Gamer Girl (GG) reminded me too much of A Cinderella Story (ACS). So typically clichéd that it made me want to bang my head against the wall. Then moan in agony.

1. Pathetic protagonist who's constantly ridiculed/made fun of. (In GG: Maddy's called a Freak. In ACS: Sam is nicknamed Diner Girl in mockery.)

2. There's an even more pathetic loser boy who, on the surface, is Golden Boy, but underneath, might as well be a puppet whose strings are pulled by the Popular Crowd. (In GG: Chad. In ACS: Austin.) Honestly, I don't know why women fall for men like them. In both, the boys are simply too awkward for words and/or too pretentious on paper that they fall off the edges.

3. Instant Messaging/Conversing through internet. (GG: Chad and Maddy meet through an online game with faeries and adventure.

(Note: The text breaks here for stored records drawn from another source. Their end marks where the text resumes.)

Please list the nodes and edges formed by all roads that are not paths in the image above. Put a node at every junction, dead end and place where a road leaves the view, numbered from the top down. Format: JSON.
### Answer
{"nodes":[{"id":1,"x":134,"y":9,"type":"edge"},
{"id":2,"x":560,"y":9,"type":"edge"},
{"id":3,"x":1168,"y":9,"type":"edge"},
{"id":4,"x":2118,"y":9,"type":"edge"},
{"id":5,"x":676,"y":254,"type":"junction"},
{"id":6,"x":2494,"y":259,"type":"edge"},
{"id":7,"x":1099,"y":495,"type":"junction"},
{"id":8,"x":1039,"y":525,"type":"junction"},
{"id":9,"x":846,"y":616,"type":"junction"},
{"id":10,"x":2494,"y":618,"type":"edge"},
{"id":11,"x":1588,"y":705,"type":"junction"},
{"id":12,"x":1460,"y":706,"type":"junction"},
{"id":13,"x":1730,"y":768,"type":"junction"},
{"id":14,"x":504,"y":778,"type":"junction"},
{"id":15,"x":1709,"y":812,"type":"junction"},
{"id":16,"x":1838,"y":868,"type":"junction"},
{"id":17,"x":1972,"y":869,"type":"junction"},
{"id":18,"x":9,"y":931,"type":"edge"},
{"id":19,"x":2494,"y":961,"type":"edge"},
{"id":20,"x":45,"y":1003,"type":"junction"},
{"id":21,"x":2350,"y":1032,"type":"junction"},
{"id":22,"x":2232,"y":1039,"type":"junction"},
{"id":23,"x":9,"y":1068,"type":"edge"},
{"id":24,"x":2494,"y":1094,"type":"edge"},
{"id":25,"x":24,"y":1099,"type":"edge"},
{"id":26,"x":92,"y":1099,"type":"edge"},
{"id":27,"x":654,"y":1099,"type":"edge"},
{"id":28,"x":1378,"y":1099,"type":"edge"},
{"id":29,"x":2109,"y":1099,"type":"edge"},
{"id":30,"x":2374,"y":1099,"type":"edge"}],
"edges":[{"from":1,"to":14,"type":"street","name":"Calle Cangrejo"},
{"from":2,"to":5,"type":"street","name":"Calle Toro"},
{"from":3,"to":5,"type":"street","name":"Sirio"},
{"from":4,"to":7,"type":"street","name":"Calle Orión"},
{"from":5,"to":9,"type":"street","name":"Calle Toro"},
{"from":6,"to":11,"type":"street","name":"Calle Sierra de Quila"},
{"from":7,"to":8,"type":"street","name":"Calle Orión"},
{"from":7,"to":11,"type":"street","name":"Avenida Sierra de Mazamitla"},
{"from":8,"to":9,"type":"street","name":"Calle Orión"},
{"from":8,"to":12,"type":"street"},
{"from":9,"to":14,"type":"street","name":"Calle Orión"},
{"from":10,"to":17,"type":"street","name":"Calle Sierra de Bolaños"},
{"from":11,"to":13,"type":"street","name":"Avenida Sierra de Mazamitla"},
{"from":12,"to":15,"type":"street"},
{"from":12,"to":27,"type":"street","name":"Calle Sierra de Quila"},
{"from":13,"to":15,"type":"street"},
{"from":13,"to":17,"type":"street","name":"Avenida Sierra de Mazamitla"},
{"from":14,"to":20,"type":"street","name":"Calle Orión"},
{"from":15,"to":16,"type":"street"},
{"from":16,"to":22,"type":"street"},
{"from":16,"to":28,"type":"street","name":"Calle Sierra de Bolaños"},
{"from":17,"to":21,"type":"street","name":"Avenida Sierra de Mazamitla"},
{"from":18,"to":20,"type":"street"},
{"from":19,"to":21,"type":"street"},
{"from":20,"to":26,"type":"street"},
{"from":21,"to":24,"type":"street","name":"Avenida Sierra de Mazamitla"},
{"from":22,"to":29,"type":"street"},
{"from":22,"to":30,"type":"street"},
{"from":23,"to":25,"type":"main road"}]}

ACS: Austin and Sam are chat buddies who basically spill secrets/complain about life, etc. to one another.)

4. None of the works seemed too cautious of online predators. Oh yes, it's mentioned (but not in depth) in GG but the protagonist brushes it off her shoulders without a care (what kind of message does this send out?). As for ACS - well, it's so filled with romance that there's practically no logic, so the dangers of online chatting is completely lost.

5. Clichéd storyline. Girl meets Boy online. Girl and Boy start falling madly in love with each other despite note knowing the other's true identity.